TASK REQUIREMENTS: The data that follows is to be given again, exactly as written.

*** Opening of TASK INPUT ***

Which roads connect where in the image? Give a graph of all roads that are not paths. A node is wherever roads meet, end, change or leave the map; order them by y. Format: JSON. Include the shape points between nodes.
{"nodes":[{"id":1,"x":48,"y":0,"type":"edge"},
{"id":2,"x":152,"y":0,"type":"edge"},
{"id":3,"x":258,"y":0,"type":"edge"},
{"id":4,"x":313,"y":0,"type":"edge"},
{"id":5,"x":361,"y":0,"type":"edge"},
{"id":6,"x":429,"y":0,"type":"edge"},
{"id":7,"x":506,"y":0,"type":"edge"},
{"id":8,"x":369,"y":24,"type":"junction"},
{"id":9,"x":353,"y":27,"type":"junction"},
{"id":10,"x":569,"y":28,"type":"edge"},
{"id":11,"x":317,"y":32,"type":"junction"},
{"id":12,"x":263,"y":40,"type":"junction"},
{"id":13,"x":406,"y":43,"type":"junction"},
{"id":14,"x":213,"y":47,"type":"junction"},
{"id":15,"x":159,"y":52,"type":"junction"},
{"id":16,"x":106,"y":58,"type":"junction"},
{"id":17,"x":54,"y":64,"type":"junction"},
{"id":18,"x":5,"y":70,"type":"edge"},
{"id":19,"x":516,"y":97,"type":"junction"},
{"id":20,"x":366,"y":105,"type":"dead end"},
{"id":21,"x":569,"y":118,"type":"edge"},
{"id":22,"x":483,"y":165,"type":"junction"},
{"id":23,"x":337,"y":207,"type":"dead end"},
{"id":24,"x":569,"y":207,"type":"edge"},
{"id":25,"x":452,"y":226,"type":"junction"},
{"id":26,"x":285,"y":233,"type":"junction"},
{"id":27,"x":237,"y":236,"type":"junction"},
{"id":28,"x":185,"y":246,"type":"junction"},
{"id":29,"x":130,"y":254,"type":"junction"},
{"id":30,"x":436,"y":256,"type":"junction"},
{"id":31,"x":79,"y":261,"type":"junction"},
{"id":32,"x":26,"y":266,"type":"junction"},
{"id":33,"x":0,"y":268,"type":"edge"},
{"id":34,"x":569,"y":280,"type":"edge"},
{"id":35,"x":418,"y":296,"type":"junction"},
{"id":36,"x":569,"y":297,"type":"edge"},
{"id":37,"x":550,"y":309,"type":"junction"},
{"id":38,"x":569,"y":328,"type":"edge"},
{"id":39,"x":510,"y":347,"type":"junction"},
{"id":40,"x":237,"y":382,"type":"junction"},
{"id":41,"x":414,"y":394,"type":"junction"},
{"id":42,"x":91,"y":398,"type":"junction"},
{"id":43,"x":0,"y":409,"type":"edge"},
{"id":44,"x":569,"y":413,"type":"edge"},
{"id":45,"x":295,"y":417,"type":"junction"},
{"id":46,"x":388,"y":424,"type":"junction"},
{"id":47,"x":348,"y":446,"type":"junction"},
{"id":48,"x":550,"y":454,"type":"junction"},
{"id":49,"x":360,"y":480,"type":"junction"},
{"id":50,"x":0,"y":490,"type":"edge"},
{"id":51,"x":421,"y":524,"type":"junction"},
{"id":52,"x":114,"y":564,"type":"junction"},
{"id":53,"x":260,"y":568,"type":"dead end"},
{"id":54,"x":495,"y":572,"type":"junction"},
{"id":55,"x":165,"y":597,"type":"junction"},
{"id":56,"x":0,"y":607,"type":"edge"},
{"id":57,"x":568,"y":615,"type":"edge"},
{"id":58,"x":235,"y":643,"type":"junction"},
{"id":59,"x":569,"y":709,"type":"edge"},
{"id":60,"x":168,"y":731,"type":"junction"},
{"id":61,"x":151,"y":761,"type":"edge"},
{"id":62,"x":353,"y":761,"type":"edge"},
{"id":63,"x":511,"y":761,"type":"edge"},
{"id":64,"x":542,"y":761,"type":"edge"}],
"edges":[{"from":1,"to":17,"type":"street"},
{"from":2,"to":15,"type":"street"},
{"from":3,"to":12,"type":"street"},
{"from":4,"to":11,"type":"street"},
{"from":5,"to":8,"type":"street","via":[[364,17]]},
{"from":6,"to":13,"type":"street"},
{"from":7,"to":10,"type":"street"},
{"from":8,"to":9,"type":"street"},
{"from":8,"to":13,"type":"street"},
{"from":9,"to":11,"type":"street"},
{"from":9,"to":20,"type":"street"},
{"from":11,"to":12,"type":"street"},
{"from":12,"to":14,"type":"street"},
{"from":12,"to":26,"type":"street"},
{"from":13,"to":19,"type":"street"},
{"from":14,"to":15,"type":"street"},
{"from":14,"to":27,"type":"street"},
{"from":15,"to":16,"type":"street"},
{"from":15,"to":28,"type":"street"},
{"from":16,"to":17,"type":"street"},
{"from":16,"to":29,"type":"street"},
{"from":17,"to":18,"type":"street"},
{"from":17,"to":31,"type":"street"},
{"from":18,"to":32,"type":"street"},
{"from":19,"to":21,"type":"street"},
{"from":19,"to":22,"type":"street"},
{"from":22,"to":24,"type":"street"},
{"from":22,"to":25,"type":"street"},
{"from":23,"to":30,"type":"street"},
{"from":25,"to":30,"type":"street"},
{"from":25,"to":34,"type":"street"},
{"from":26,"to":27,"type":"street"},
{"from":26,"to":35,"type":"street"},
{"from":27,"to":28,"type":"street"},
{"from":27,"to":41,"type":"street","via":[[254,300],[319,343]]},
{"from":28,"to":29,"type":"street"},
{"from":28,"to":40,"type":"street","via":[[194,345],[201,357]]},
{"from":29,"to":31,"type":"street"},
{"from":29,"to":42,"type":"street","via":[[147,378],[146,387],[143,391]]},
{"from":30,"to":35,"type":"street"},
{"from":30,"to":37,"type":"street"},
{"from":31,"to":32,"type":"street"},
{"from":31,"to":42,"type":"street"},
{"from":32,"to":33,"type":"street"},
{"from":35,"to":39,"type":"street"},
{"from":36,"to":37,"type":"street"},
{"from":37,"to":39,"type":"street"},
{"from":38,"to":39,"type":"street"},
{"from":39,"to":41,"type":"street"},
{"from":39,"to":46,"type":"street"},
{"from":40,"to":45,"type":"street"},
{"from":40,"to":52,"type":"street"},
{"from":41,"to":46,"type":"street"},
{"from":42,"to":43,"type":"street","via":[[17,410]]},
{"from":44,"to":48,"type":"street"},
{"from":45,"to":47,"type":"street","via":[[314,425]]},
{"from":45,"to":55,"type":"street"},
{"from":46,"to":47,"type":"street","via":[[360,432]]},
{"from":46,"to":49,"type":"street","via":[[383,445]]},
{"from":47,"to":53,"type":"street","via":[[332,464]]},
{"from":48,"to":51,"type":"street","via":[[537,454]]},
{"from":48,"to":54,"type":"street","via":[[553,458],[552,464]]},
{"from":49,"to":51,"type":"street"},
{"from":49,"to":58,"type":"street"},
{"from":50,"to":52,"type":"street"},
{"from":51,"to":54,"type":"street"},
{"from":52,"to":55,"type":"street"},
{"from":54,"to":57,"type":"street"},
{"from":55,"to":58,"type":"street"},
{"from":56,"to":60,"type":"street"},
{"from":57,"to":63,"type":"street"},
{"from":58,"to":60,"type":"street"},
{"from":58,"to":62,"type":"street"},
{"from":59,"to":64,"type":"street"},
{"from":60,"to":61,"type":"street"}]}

*** Close of TASK INPUT ***

PROBLEM SOLUTION:
Which roads connect where in the image? Give a graph of all roads that are not paths. A node is wherever roads meet, end, change or leave the map; order them by y. Format: JSON. Include the shape points between nodes.
{"nodes":[{"id":1,"x":48,"y":0,"type":"edge"},
{"id":2,"x":152,"y":0,"type":"edge"},
{"id":3,"x":258,"y":0,"type":"edge"},
{"id":4,"x":313,"y":0,"type":"edge"},
{"id":5,"x":361,"y":0,"type":"edge"},
{"id":6,"x":429,"y":0,"type":"edge"},
{"id":7,"x":506,"y":0,"type":"edge"},
{"id":8,"x":369,"y":24,"type":"junction"},
{"id":9,"x":353,"y":27,"type":"junction"},
{"id":10,"x":569,"y":28,"type":"edge"},
{"id":11,"x":317,"y":32,"type":"junction"},
{"id":12,"x":263,"y":40,"type":"junction"},
{"id":13,"x":406,"y":43,"type":"junction"},
{"id":14,"x":213,"y":47,"type":"junction"},
{"id":15,"x":159,"y":52,"type":"junction"},
{"id":16,"x":106,"y":58,"type":"junction"},
{"id":17,"x":54,"y":64,"type":"junction"},
{"id":18,"x":5,"y":70,"type":"edge"},
{"id":19,"x":516,"y":97,"type":"junction"},
{"id":20,"x":366,"y":105,"type":"dead end"},
{"id":21,"x":569,"y":118,"type":"edge"},
{"id":22,"x":483,"y":165,"type":"junction"},
{"id":23,"x":337,"y":207,"type":"dead end"},
{"id":24,"x":569,"y":207,"type":"edge"},
{"id":25,"x":452,"y":226,"type":"junction"},
{"id":26,"x":285,"y":233,"type":"junction"},
{"id":27,"x":237,"y":236,"type":"junction"},
{"id":28,"x":185,"y":246,"type":"junction"},
{"id":29,"x":130,"y":254,"type":"junction"},
{"id":30,"x":436,"y":256,"type":"junction"},
{"id":31,"x":79,"y":261,"type":"junction"},
{"id":32,"x":26,"y":266,"type":"junction"},
{"id":33,"x":0,"y":268,"type":"edge"},
{"id":34,"x":569,"y":280,"type":"edge"},
{"id":35,"x":418,"y":296,"type":"junction"},
{"id":36,"x":569,"y":297,"type":"edge"},
{"id":37,"x":550,"y":309,"type":"junction"},
{"id":38,"x":569,"y":328,"type":"edge"},
{"id":39,"x":510,"y":347,"type":"junction"},
{"id":40,"x":237,"y":382,"type":"junction"},
{"id":41,"x":414,"y":394,"type":"junction"},
{"id":42,"x":91,"y":398,"type":"junction"},
{"id":43,"x":0,"y":409,"type":"edge"},
{"id":44,"x":569,"y":413,"type":"edge"},
{"id":45,"x":295,"y":417,"type":"junction"},
{"id":46,"x":388,"y":424,"type":"junction"},
{"id":47,"x":348,"y":446,"type":"junction"},
{"id":48,"x":550,"y":454,"type":"junction"},
{"id":49,"x":360,"y":480,"type":"junction"},
{"id":50,"x":0,"y":490,"type":"edge"},
{"id":51,"x":421,"y":524,"type":"junction"},
{"id":52,"x":114,"y":564,"type":"junction"},
{"id":53,"x":260,"y":568,"type":"dead end"},
{"id":54,"x":495,"y":572,"type":"junction"},
{"id":55,"x":165,"y":597,"type":"junction"},
{"id":56,"x":0,"y":607,"type":"edge"},
{"id":57,"x":568,"y":615,"type":"edge"},
{"id":58,"x":235,"y":643,"type":"junction"},
{"id":59,"x":569,"y":709,"type":"edge"},
{"id":60,"x":168,"y":731,"type":"junction"},
{"id":61,"x":151,"y":761,"type":"edge"},
{"id":62,"x":353,"y":761,"type":"edge"},
{"id":63,"x":511,"y":761,"type":"edge"},
{"id":64,"x":542,"y":761,"type":"edge"}],
"edges":[{"from":1,"to":17,"type":"street"},
{"from":2,"to":15,"type":"street"},
{"from":3,"to":12,"type":"street"},
{"from":4,"to":11,"type":"street"},
{"from":5,"to":8,"type":"street","via":[[364,17]]},
{"from":6,"to":13,"type":"street"},
{"from":7,"to":10,"type":"street"},
{"from":8,"to":9,"type":"street"},
{"from":8,"to":13,"type":"street"},
{"from":9,"to":11,"type":"street"},
{"from":9,"to":20,"type":"street"},
{"from":11,"to":12,"type":"street"},
{"from":12,"to":14,"type":"street"},
{"from":12,"to":26,"type":"street"},
{"from":13,"to":19,"type":"street"},
{"from":14,"to":15,"type":"street"},
{"from":14,"to":27,"type":"street"},
{"from":15,"to":16,"type":"street"},
{"from":15,"to":28,"type":"street"},
{"from":16,"to":17,"type":"street"},
{"from":16,"to":29,"type":"street"},
{"from":17,"to":18,"type":"street"},
{"from":17,"to":31,"type":"street"},
{"from":18,"to":32,"type":"street"},
{"from":19,"to":21,"type":"street"},
{"from":19,"to":22,"type":"street"},
{"from":22,"to":24,"type":"street"},
{"from":22,"to":25,"type":"street"},
{"from":23,"to":30,"type":"street"},
{"from":25,"to":30,"type":"street"},
{"from":25,"to":34,"type":"street"},
{"from":26,"to":27,"type":"street"},
{"from":26,"to":35,"type":"street"},
{"from":27,"to":28,"type":"street"},
{"from":27,"to":41,"type":"street","via":[[254,300],[319,343]]},
{"from":28,"to":29,"type":"street"},
{"from":28,"to":40,"type":"street","via":[[194,345],[201,357]]},
{"from":29,"to":31,"type":"street"},
{"from":29,"to":42,"type":"street","via":[[147,378],[146,387],[143,391]]},
{"from":30,"to":35,"type":"street"},
{"from":30,"to":37,"type":"street"},
{"from":31,"to":32,"type":"street"},
{"from":31,"to":42,"type":"street"},
{"from":32,"to":33,"type":"street"},
{"from":35,"to":39,"type":"street"},
{"from":36,"to":37,"type":"street"},
{"from":37,"to":39,"type":"street"},
{"from":38,"to":39,"type":"street"},
{"from":39,"to":41,"type":"street"},
{"from":39,"to":46,"type":"street"},
{"from":40,"to":45,"type":"street"},
{"from":40,"to":52,"type":"street"},
{"from":41,"to":46,"type":"street"},
{"from":42,"to":43,"type":"street","via":[[17,410]]},
{"from":44,"to":48,"type":"street"},
{"from":45,"to":47,"type":"street","via":[[314,425]]},
{"from":45,"to":55,"type":"street"},
{"from":46,"to":47,"type":"street","via":[[360,432]]},
{"from":46,"to":49,"type":"street","via":[[383,445]]},
{"from":47,"to":53,"type":"street","via":[[332,464]]},
{"from":48,"to":51,"type":"street","via":[[537,454]]},
{"from":48,"to":54,"type":"street","via":[[553,458],[552,464]]},
{"from":49,"to":51,"type":"street"},
{"from":49,"to":58,"type":"street"},
{"from":50,"to":52,"type":"street"},
{"from":51,"to":54,"type":"street"},
{"from":52,"to":55,"type":"street"},
{"from":54,"to":57,"type":"street"},
{"from":55,"to":58,"type":"street"},
{"from":56,"to":60,"type":"street"},
{"from":57,"to":63,"type":"street"},
{"from":58,"to":60,"type":"street"},
{"from":58,"to":62,"type":"street"},
{"from":59,"to":64,"type":"street"},
{"from":60,"to":61,"type":"street"}]}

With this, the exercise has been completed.